* [Task to carry out]: The records are to be repeated exactly, and any images in them are to be dropped.

Stored entries
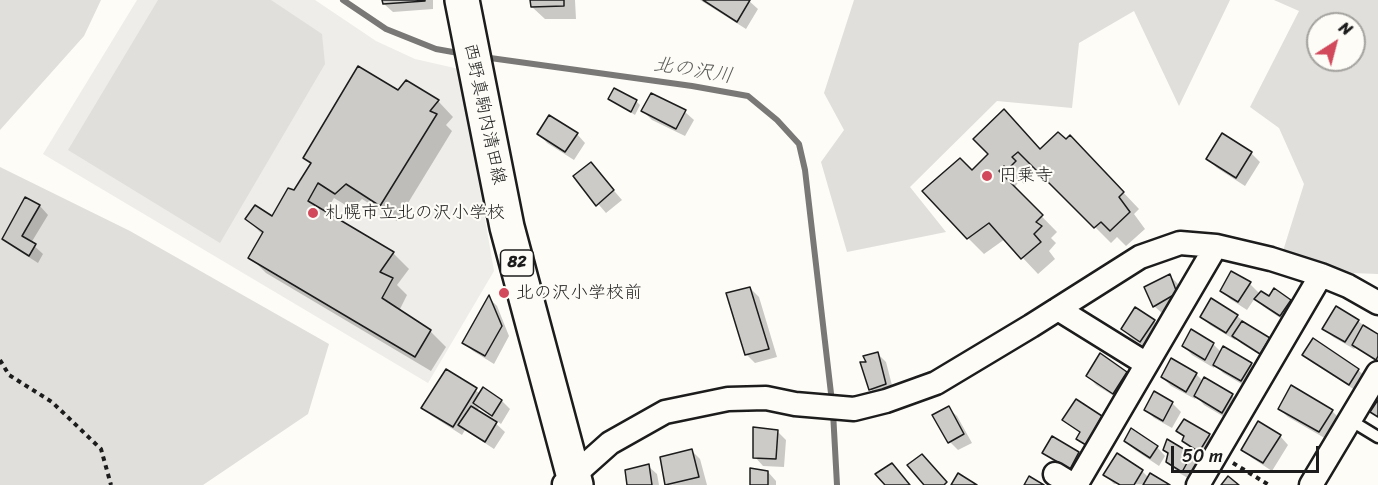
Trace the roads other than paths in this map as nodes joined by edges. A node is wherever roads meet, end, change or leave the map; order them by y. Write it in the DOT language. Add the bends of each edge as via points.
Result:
graph roads {
  1 [pos="462,0"];
  2 [pos="1216,246"];
  3 [pos="1321,275"];
  4 [pos="1376,298"];
  5 [pos="1058,309"];
  6 [pos="1145,363"];
  7 [pos="1378,373"];
  8 [pos="1350,420"];
  9 [pos="1378,437"];
  10 [pos="571,481"];
  11 [pos="1068,481"];
  12 [pos="1198,485"];
  13 [pos="1311,485"];
  1 -- 10 [label="main road, 西野真駒内清田線 / 82" via="507,227"];
  2 -- 3 [label="street"];
  2 -- 5 [label="street" via="1180,243 1140,257"];
  2 -- 6 [label="street"];
  3 -- 4 [label="street"];
  3 -- 12 [label="street"];
  5 -- 6 [label="street"];
  5 -- 10 [label="street" via="936,383 886,401 854,409 766,398 728,399 665,412 610,443"];
  6 -- 11 [label="street"];
  7 -- 8 [label="street"];
  8 -- 9 [label="lane"];
  8 -- 13 [label="street"];
}
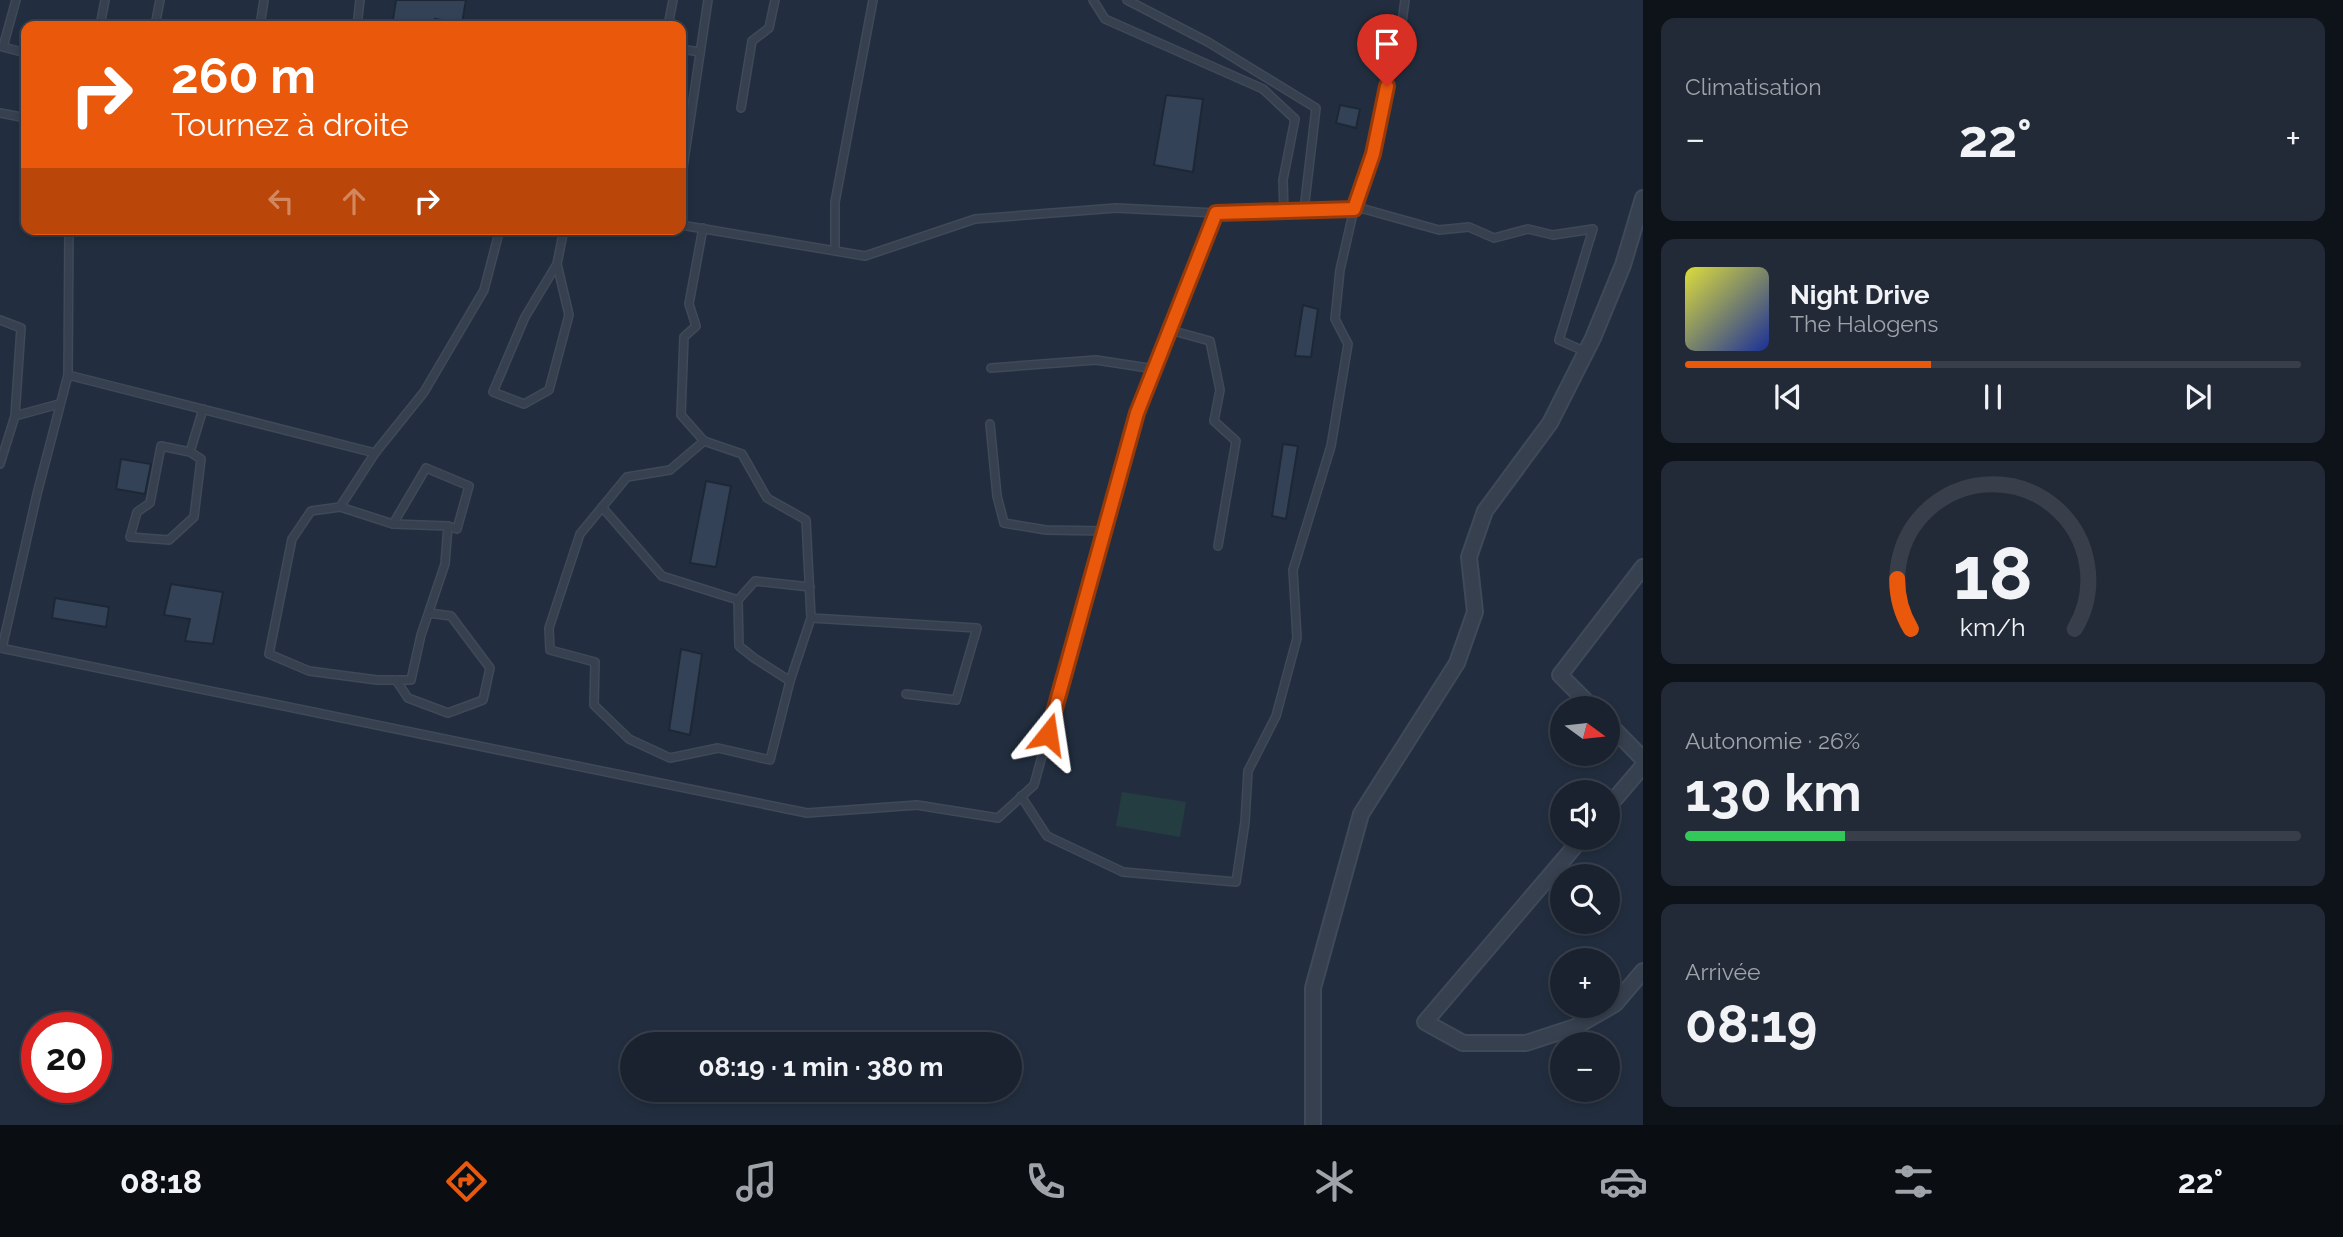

* [Response to the exercise]:
Trace the roads other than paths in this map as nodes joined by edges. A node is wherever roads meet, end, change or leave the map; order them by y. Write it in the DOT language. Add the bends of each edge as via points.
Result:
graph roads {
  1 [pos="462,0"];
  2 [pos="1216,246"];
  3 [pos="1321,275"];
  4 [pos="1376,298"];
  5 [pos="1058,309"];
  6 [pos="1145,363"];
  7 [pos="1378,373"];
  8 [pos="1350,420"];
  9 [pos="1378,437"];
  10 [pos="571,481"];
  11 [pos="1068,481"];
  12 [pos="1198,485"];
  13 [pos="1311,485"];
  1 -- 10 [label="main road, 西野真駒内清田線 / 82" via="507,227"];
  2 -- 3 [label="street"];
  2 -- 5 [label="street" via="1180,243 1140,257"];
  2 -- 6 [label="street"];
  3 -- 4 [label="street"];
  3 -- 12 [label="street"];
  5 -- 6 [label="street"];
  5 -- 10 [label="street" via="936,383 886,401 854,409 766,398 728,399 665,412 610,443"];
  6 -- 11 [label="street"];
  7 -- 8 [label="street"];
  8 -- 9 [label="lane"];
  8 -- 13 [label="street"];
}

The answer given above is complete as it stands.